Nina Edith Coote (23 September 1883 – 6 January 1945) was an Irish croquet player.

==Early life and family==
Nina Edith Coote was born in Tunbridge Wells, Kent, England, on 23 September 1883. She was the only child of Orlando Robert Coote (1855–1927) and Edith Mary (née Hume) (1858/9–1920). Her father was a land agent and the third son of Revd. Sir Algernon Coote, 11th Baronet, clergyman, and landowner, of Ballyfin House, Mountrath, County Laois. Orlando Coote was most likely educated in England, was a keen sportsman, and was involved in early sports administration in Ireland and Britain in the late 19th century. He was a founder member of the Athlone Association Football Club, a soccer club in Castlerea, County Roscommon, and the Athlone Garden Vale Hockey Club. He was also involved in golf, tennis, cycling, rowing, and yachting. Coote and her family had moved to Bunnavally, County Westmeath, near Athlone, by 1901.

==Croquet career==
Coote began playing croquet at an early age, discovering a natural talent for it. She was a member of the Garden Vale Tennis and Croquet Club in Athlone, winning the South of Ireland croquet championship in 1901 and 1902. In 1903, she lost the semi-final croquet championship of Ireland to the winner, Mrs. Edith Preston. She went on to play in the 1903 English ladies’ open championship at Wimbledon, defeating Preston in the final. She won the English ladies’ open championship again in 1905 and also won the mixed doubles with Cyril Corbally. She won the 1905 Irish gold medals for croquet and the gold caskets. She defeated Lily Gower in 1904; at the time, Gower was considered to be the best croquet player, male or female. She tied with Gower for seventh place in the 1905 Champions’ Cup, playing against both men and women. In 1906 and 1907, she ranked ninth in the cup competition. Following in Gower's footsteps, Coote won the 1908 men's gold medal. This led to the rules being changed to forbid women from entering that competition. When the Ladies’ Champion Cup held its inaugural competition in 1911, Coote came third.

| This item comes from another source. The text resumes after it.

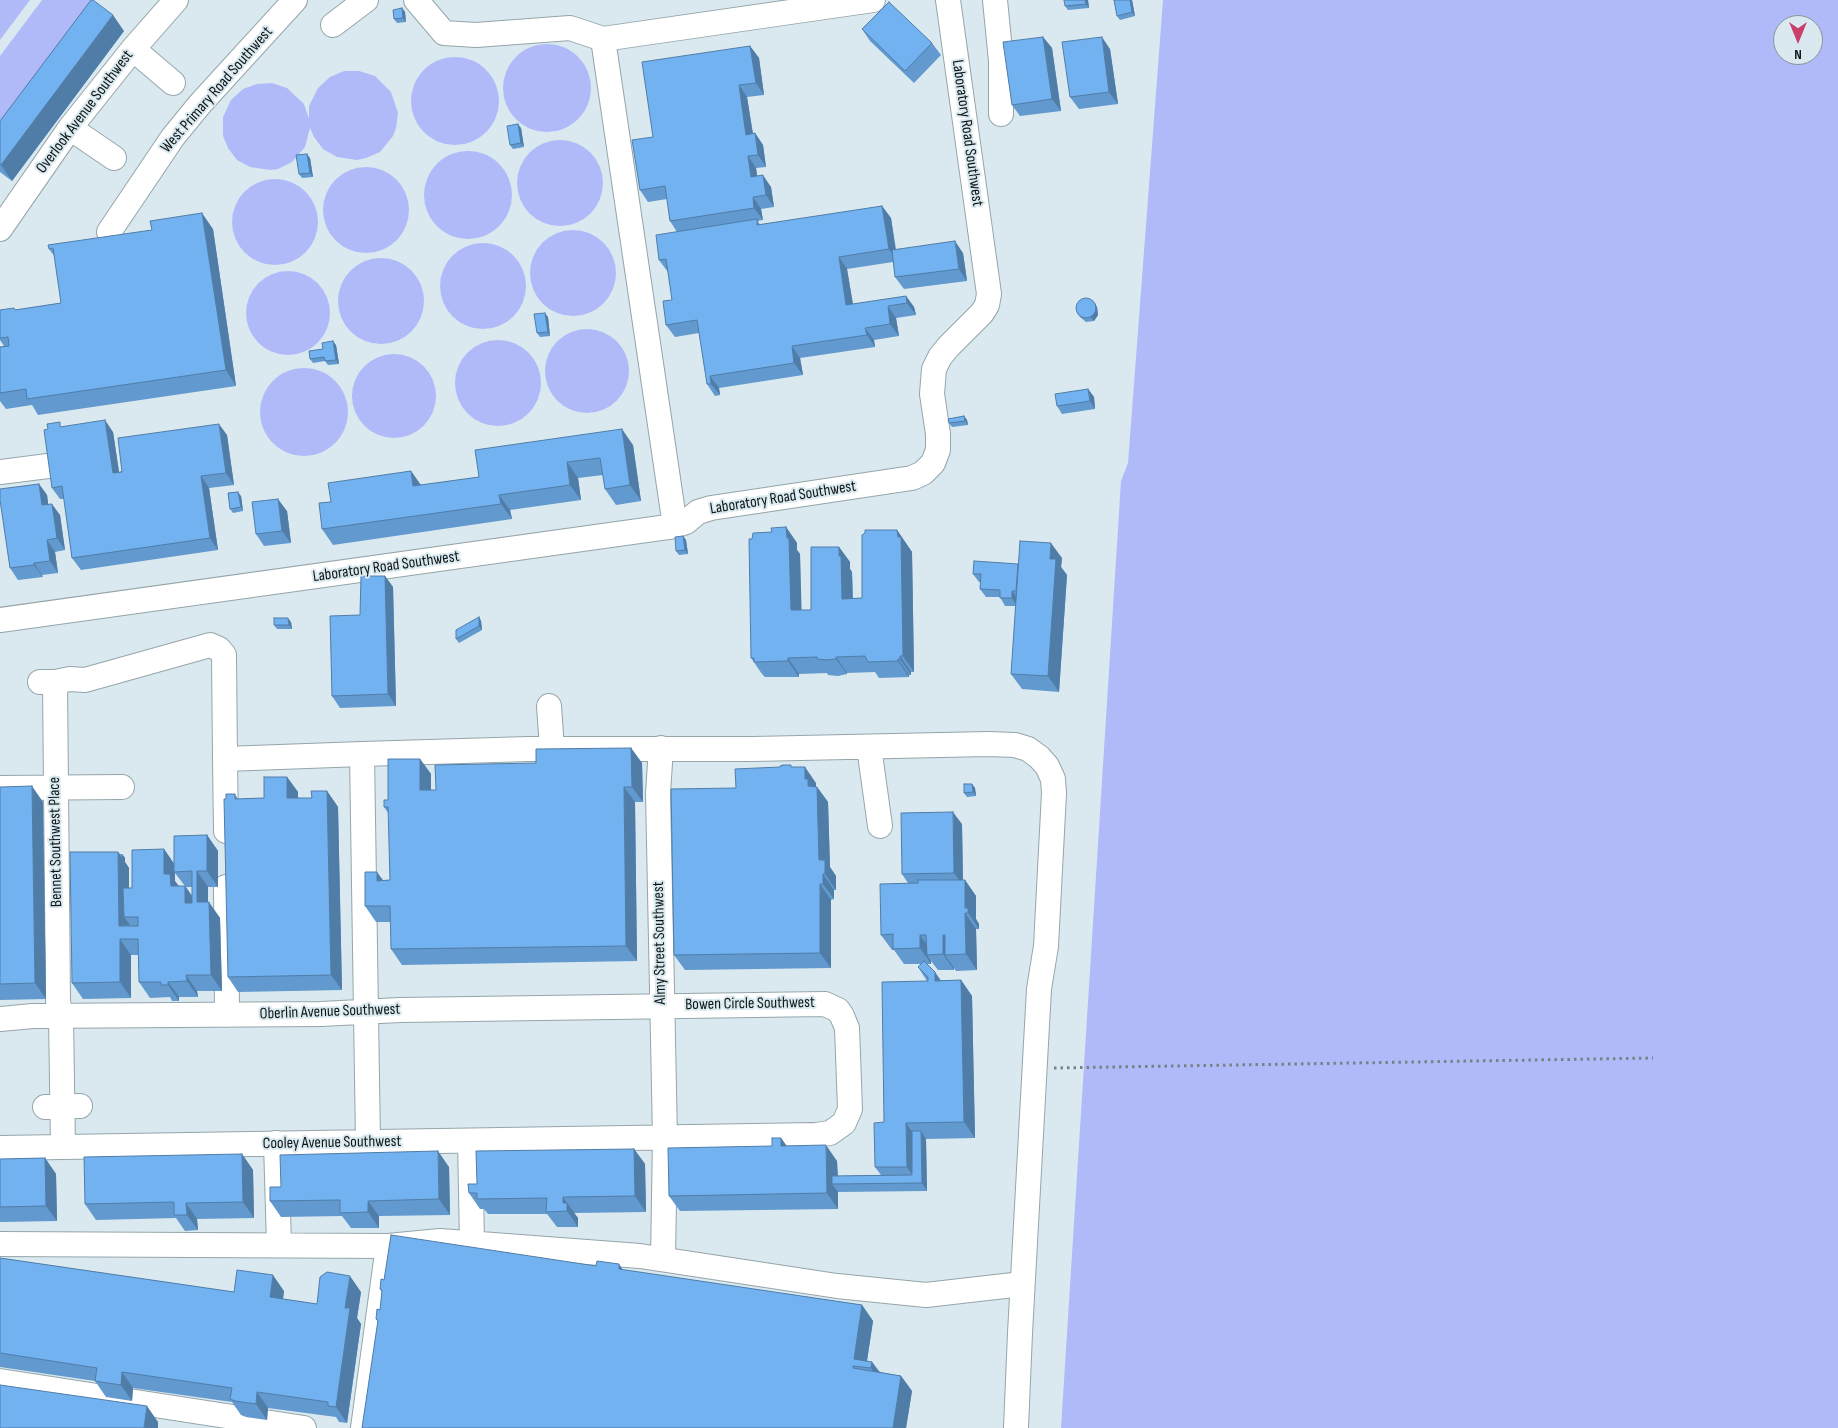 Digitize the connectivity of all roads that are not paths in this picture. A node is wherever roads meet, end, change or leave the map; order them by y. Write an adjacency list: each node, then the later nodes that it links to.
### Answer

Coote's croquet playing style relied more on speed than accuracy. She was known for her fast-paced gaming, completing games in record times using a golf-style side-swing. Her game-playing form was at times brilliant but often erratic, allowing for more consistent players like Gower to dominate the competitions. Coote was known for her lively personality and her sharp and caustic wit.

==Later life and death==
Coote retired from playing after World War I, and went on to successfully manage a number of croquet teams. She was noted for her firm and unwavering managerial style. After a failed love affair in 1936, Coote gradually withdrew from public life and became reclusive. She began to practice spiritualism and became certain that she would die at the age of 61. She became increasingly eccentric, delaying a minor surgery until her condition became more dangerous. She died in Roehampton, London, on 6 January 1945 from complications from that surgery.